When we try to engage people politically we never know who will respond, or when someone will shift from reveling in their apathy to taking powerful public stands. With Earth Day coming up, here's a striking example of one such transformation.

Virginia Tech freshman Angie De Soto didn't vote in the 2004 election. The president, she thought, had nothing to do with her life. She didn't care who won. Instead, she and friends played a drinking game in one of their dorm rooms. Nobody cared who won the election, so they divided into random "red" and "blue" teams, and chugged a beer each time new results on TV favored their team. Angie woke up the next morning hung over and with no idea of the election outcome, but it hardly seemed to matter.

When Angie started college, she focused mostly on her social life and picked her classes almost at random. But midway through a resources geology lecture course, her professor told the students, "I'm going to talk about an issue that's going to change your whole future." For two days, he discussed global climate change, and Angie, who'd never heard of it, was stunned. She called her mother, who worked as a teacher, and said "Mom, I just learned about global warming. What is this? Have you heard about it?" Her mother had no idea what Angie was talking about even after she tried to explain it. "Neither did any of the girls on my hall," Angie said. "I just kept asking myself why I hadn't heard about something this important, and why more people weren't doing anything about it. Didn't they know? Didn't they care? Did they just not know what to do?"
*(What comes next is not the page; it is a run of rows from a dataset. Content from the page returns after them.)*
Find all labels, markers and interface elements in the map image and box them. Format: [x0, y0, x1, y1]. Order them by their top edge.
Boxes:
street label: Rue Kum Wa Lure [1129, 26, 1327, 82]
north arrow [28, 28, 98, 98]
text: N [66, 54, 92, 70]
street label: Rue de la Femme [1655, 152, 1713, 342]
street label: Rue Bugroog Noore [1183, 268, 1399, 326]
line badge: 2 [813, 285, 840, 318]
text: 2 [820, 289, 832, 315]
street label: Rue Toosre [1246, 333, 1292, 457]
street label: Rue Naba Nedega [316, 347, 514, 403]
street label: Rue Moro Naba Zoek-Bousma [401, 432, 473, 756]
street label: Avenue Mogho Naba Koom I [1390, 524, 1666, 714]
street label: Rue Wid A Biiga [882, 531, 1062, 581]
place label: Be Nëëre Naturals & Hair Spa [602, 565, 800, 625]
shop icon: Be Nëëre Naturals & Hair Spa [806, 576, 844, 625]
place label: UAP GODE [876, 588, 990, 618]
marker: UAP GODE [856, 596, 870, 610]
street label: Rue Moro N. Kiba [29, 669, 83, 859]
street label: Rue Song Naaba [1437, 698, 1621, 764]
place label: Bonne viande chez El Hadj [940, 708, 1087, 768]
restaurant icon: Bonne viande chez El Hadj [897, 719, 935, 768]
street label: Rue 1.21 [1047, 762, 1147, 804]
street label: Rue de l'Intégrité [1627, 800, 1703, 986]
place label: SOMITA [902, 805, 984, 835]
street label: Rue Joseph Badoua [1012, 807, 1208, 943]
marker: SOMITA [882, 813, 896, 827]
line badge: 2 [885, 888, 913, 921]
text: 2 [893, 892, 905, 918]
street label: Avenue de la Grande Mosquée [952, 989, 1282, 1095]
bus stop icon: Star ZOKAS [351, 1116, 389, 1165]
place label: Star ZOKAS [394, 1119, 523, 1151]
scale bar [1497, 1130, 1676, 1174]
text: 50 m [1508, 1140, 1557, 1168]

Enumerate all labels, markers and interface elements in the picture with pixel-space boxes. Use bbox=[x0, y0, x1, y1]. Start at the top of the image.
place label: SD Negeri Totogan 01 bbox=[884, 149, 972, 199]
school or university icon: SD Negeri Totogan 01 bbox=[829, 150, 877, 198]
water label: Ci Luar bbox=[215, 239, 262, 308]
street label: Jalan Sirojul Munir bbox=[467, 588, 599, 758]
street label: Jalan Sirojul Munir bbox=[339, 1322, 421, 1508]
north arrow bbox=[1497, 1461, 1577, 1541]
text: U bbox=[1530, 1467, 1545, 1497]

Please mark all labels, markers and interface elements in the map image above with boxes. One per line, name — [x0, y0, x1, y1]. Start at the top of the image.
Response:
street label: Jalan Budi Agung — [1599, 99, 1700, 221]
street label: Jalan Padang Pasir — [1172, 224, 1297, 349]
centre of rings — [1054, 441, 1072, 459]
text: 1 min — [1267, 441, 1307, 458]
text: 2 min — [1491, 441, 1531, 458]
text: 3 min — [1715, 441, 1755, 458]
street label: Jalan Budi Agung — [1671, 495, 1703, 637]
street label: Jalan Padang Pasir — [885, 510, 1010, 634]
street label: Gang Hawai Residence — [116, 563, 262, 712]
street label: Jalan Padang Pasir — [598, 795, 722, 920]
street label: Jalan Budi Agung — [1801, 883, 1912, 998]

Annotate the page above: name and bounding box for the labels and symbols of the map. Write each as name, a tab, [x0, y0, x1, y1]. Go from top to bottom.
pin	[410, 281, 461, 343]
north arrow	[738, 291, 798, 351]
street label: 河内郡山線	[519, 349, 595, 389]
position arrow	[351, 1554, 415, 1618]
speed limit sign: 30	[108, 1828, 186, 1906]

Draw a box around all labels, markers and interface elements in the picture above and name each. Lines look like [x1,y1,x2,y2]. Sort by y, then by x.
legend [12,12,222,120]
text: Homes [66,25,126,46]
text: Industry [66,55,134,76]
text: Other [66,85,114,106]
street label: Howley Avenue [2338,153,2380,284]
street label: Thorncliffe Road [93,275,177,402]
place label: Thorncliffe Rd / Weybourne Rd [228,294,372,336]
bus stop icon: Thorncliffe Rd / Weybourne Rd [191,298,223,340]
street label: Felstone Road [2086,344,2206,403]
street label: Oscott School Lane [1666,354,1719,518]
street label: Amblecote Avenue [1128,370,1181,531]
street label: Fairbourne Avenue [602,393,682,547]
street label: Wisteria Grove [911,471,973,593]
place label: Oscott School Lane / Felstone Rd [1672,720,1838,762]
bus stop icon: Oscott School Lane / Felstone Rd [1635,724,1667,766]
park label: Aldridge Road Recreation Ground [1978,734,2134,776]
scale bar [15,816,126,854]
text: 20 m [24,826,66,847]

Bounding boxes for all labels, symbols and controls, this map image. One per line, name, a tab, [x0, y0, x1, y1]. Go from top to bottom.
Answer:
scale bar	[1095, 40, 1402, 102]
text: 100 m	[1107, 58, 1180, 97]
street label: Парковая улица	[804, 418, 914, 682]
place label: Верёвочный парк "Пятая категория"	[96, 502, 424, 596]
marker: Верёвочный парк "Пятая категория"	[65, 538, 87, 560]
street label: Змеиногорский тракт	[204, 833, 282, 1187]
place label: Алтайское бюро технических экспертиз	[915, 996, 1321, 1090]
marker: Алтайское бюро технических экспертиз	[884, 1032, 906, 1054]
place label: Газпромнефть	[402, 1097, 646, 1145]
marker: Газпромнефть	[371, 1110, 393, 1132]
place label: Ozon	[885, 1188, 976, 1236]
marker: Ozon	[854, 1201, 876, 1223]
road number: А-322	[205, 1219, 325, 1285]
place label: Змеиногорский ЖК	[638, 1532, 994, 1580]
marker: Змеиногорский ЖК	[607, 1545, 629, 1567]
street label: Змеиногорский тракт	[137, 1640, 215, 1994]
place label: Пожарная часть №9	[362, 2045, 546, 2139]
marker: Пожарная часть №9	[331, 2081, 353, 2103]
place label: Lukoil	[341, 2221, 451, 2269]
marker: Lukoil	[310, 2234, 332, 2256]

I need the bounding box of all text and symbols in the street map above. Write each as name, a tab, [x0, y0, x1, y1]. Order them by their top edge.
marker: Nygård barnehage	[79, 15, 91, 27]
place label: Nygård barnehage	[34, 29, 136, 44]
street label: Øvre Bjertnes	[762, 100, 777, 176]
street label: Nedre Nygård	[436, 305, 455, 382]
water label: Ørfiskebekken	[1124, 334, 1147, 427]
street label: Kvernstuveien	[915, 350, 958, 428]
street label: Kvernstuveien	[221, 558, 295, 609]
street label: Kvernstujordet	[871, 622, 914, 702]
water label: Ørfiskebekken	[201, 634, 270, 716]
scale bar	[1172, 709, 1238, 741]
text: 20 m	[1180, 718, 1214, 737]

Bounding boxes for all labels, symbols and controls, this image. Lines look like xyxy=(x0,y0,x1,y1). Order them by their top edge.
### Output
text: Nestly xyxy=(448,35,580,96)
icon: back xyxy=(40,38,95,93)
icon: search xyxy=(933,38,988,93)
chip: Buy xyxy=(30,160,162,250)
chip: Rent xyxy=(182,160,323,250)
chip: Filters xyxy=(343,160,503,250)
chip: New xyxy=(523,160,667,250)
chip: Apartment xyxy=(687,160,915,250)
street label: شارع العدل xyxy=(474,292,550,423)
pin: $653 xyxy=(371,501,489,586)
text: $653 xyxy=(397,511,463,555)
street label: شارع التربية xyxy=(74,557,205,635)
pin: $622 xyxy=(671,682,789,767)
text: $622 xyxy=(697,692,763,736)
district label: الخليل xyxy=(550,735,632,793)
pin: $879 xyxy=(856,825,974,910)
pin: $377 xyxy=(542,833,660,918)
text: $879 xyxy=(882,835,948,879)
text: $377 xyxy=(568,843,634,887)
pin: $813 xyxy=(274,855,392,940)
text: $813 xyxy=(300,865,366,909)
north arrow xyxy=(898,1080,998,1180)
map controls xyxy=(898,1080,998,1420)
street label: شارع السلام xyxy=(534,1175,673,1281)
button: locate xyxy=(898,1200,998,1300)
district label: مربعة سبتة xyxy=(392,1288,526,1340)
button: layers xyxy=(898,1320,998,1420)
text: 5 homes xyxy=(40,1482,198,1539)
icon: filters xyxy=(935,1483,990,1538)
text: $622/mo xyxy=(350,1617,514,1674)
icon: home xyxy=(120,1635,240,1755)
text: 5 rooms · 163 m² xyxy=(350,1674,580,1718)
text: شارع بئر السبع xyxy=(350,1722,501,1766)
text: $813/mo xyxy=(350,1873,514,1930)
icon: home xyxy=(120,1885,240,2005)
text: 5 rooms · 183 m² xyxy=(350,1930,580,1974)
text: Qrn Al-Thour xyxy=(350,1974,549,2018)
Virginia Tech had a nascent student group called the Environmental Coalition, but Angie had never encountered them. The group's presence was negligible on the school's largely politically disengaged campus of 28,000. Angie was too shy to approach her professor, and she didn't know what to do beyond trying to learn more through searching out related websites and taking an environmental policy class. Then, while Angie was walking across campus one day, a young woman from the Environmental Coalition approached her to sign a petition for a green fee, by which "students would pay a bit extra to support the campus recycling program and small efficiency projects." Angie started going to EC meetings. Although she liked the people and the effort they were making, she felt they weren't making the impact that they could; they did little to bring in new members, and administrators wouldn't return their phone calls or emails. That changed when Angie received a scholarship to attend a student climate conference. "They taught us everything about how to organize: how to recruit people, plan events, run effective meetings, develop leadership, raise money, and lead large-scale campaigns. I came back incredibly charged up, eager to teach as many other students as I could what I'd learned. For the first time, I began to feel like this was my calling. That one class changed my life with a sense of what we're facing. I felt I finally had the skills to do something about it."

Through her involvement, Angie learned about the Public Interest Research Groups, the PIRGs, which combine campus organizing with neighborhood canvasses and legislative campaigns. After finding a Sacramento, California, PIRG office that was working for a state cap on climate emissions, she accepted an aunt's invitation to stay with her there. Angie worked 13 hours a day as a field manager, knocking on doors to talk with people about the issues. Angie had been working since her first year of high school, including fifteen hours a week in the Virginia Tech dining halls, and "this was more hours for less money than any job I'd had. But I loved it. It was one of the best experiences of my life."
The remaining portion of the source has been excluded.